Sam’s Club, which boasts  610 stores and $49 billion 2011 fiscal sales, has a new CEO. Rosalind Brewer is a Spelman College alumna, board member for Lockheed Martin and, more recently, president of Wal-Mart’s U.S. east business unit. She is also the first African American and the first woman to hold a CEO position at one  of the nation’s largest retailer’s companies. Departing the job is Brian Cornell, who served as President and CEO since April 2009 and is leaving for personal reasons.
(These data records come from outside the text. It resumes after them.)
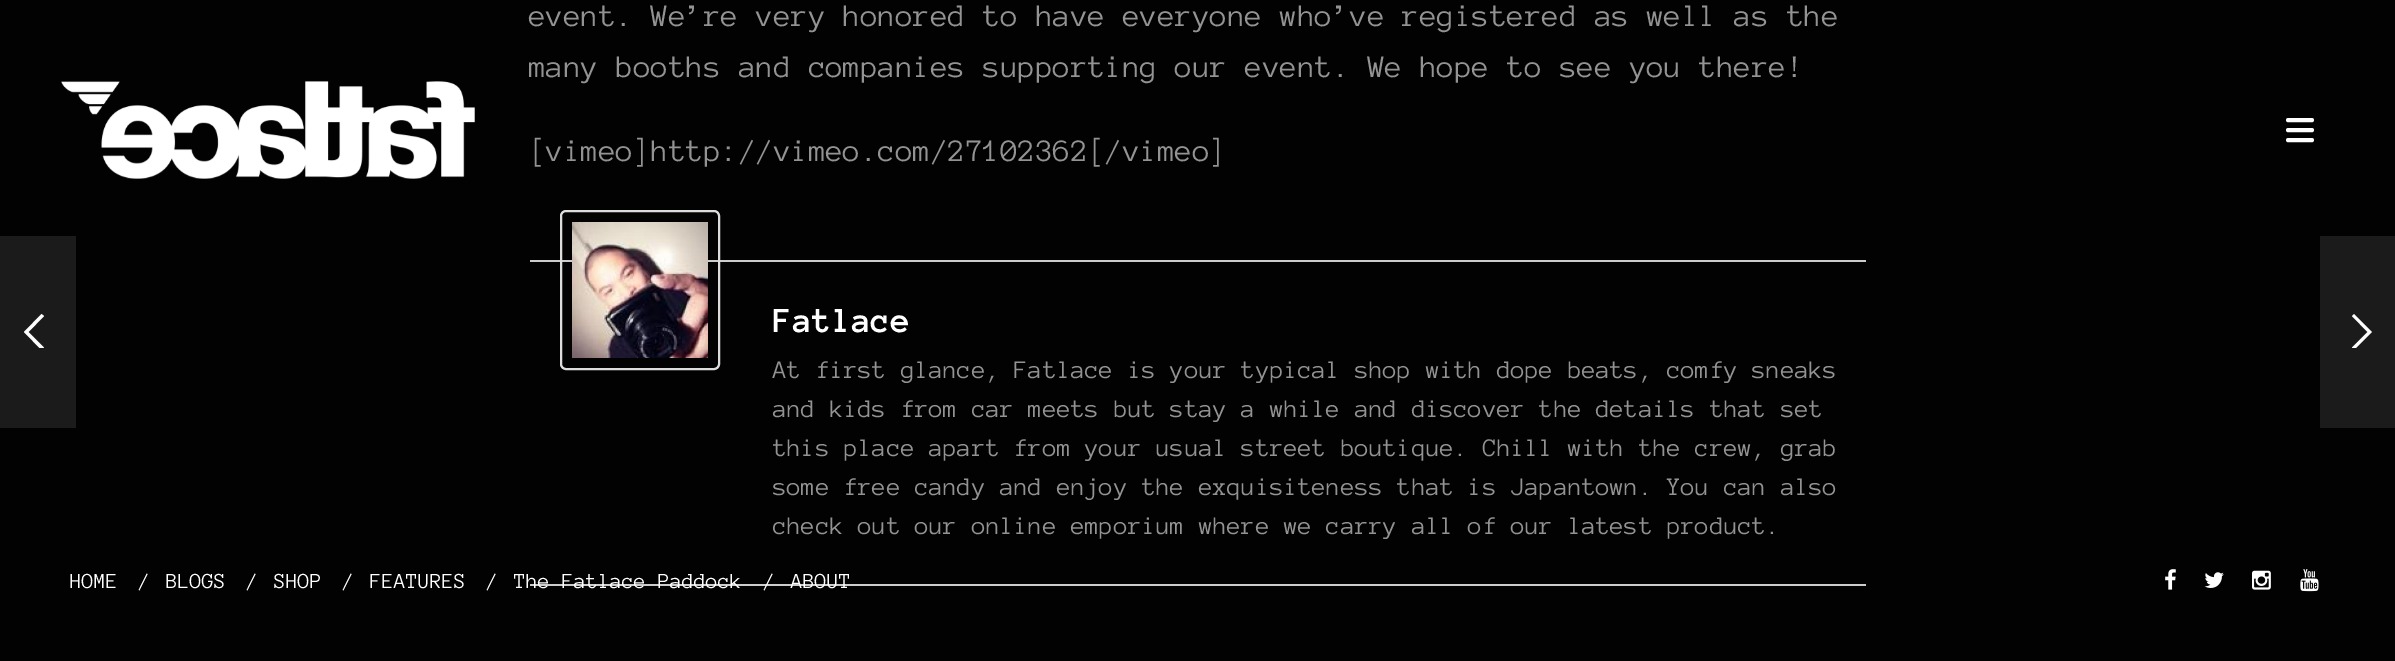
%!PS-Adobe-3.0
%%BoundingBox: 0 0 2395 661
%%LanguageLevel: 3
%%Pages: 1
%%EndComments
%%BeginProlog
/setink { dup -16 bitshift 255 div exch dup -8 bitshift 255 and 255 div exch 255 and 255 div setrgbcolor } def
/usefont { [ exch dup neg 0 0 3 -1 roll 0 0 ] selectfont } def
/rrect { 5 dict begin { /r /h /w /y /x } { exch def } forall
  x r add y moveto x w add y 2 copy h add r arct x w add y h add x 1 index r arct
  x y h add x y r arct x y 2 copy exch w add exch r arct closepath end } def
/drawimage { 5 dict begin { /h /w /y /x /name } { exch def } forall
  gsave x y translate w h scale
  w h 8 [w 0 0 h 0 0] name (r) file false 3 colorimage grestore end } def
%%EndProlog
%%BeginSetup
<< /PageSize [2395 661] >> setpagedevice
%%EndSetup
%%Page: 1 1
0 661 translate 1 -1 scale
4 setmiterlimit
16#020202 setink
0 0 2395 661 rectfill
/AnonymousPro-Regular 32 usefont
16#939393 setink
[
    [(event. We’re very honored to have everyone who’ve registered as well as the) 529 26]
    [(many booths and companies supporting our event. We hope to see you there!) 529 77]
    [([vimeo]http://vimeo.com/27102362[/vimeo]) 529 161]
] { aload pop moveto show } forall
16#CCCCCC setink
530 260 1336 2 rectfill
530 584 1336 2 rectfill
16#DDDDDD setink
2 setlinewidth
561 211 158 158 5 rrect stroke
(img1.raw) 572 222 136 136 drawimage
/AnonymousPro-Bold 36 usefont
16#FFFFFF setink
773 332 moveto (Fatlace) show
/AnonymousPro-Regular 26 usefont
16#939393 setink
[
    [(At first glance, Fatlace is your typical shop with dope beats, comfy sneaks) 773 378]
    [(and kids from car meets but stay a while and discover the details that set) 773 417]
    [(this place apart from your usual street boutique. Chill with the crew, grab) 773 456]
    [(some free candy and enjoy the exquisiteness that is Japantown. You can also) 773 495]
    [(check out our online emporium where we carry all of our latest product.) 773 534]
] { aload pop moveto show } forall
(img2.raw) 61 81 414 98 drawimage
16#FFFFFF setink
4 setlinewidth
1 setlinecap
1 setlinejoin
2288 120 moveto 2312 120 lineto 2288 130 moveto 2312 130 lineto 2288 140 moveto 2312 140 lineto stroke
16#1B1B1B setink
0 236 76 192 rectfill
gsave
24 314 20 34 rectclip
16#FFFFFF setink
44 316 moveto 41.5 314 lineto 24 332 lineto 41.5 350 lineto 44 347.5 lineto 28.5 332 lineto closepath eofill
grestore
2320 236 75 192 rectfill
gsave
2352 314 20 34 rectclip
16#FFFFFF setink
2352 347.5 moveto 2354 350 lineto 2372 332 lineto 2354 314 lineto 2352 316 lineto 2367.5 332 lineto closepath eofill
grestore
/AnonymousPro-Regular 22 usefont
16#FFFFFF setink
[
    [(HOME) 70 588]
    [(/) 138 588]
    [(BLOGS) 166 588]
    [(/) 246 588]
    [(SHOP) 274 588]
    [(/) 342 588]
    [(FEATURES) 370 588]
    [(/) 486 588]
    [(The Fatlace Paddock) 514 588]
    [(/) 763 588]
    [(ABOUT) 791 588]
] { aload pop moveto show } forall
(img3.raw) 2165 569 11 21 drawimage
(img4.raw) 2204 572 20 16 drawimage
(img5.raw) 2252 570 19 20 drawimage
(img6.raw) 2300 569 19 23 drawimage
showpage
%%EOF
Having worked with $100 billion in annual revenue, representing almost 1,600 stores and more than 500,000 associates, the new role for the Michigan native is expected to bring continued growth to the Arkansas-based company.

Before coming to Wal-Mart in 2006 as the regional vice president for Georgia, Brewer served in several positions at Kimberly-Clark Corp. She is one of the few Black women in CEO positions helmed to operate billion dollar companies— her and Ursula Burns of Xerox are the only two— and was named one of Black Enterprise’s “75 Most Powerful Women In Business” in 2010 and Fortune Magazine’s “Fifty Most Powerful Women in Business” in the same year.

We send Ms. Brewer our most sincere “you go girl!”, while hoping that her hiring is not the last one of its kind making headlines in the year to come. With Black folks having heavy consumer power, what will it take for more of these billion-dollar companies capitalize on the  unique knowledge we bring to the corporate table?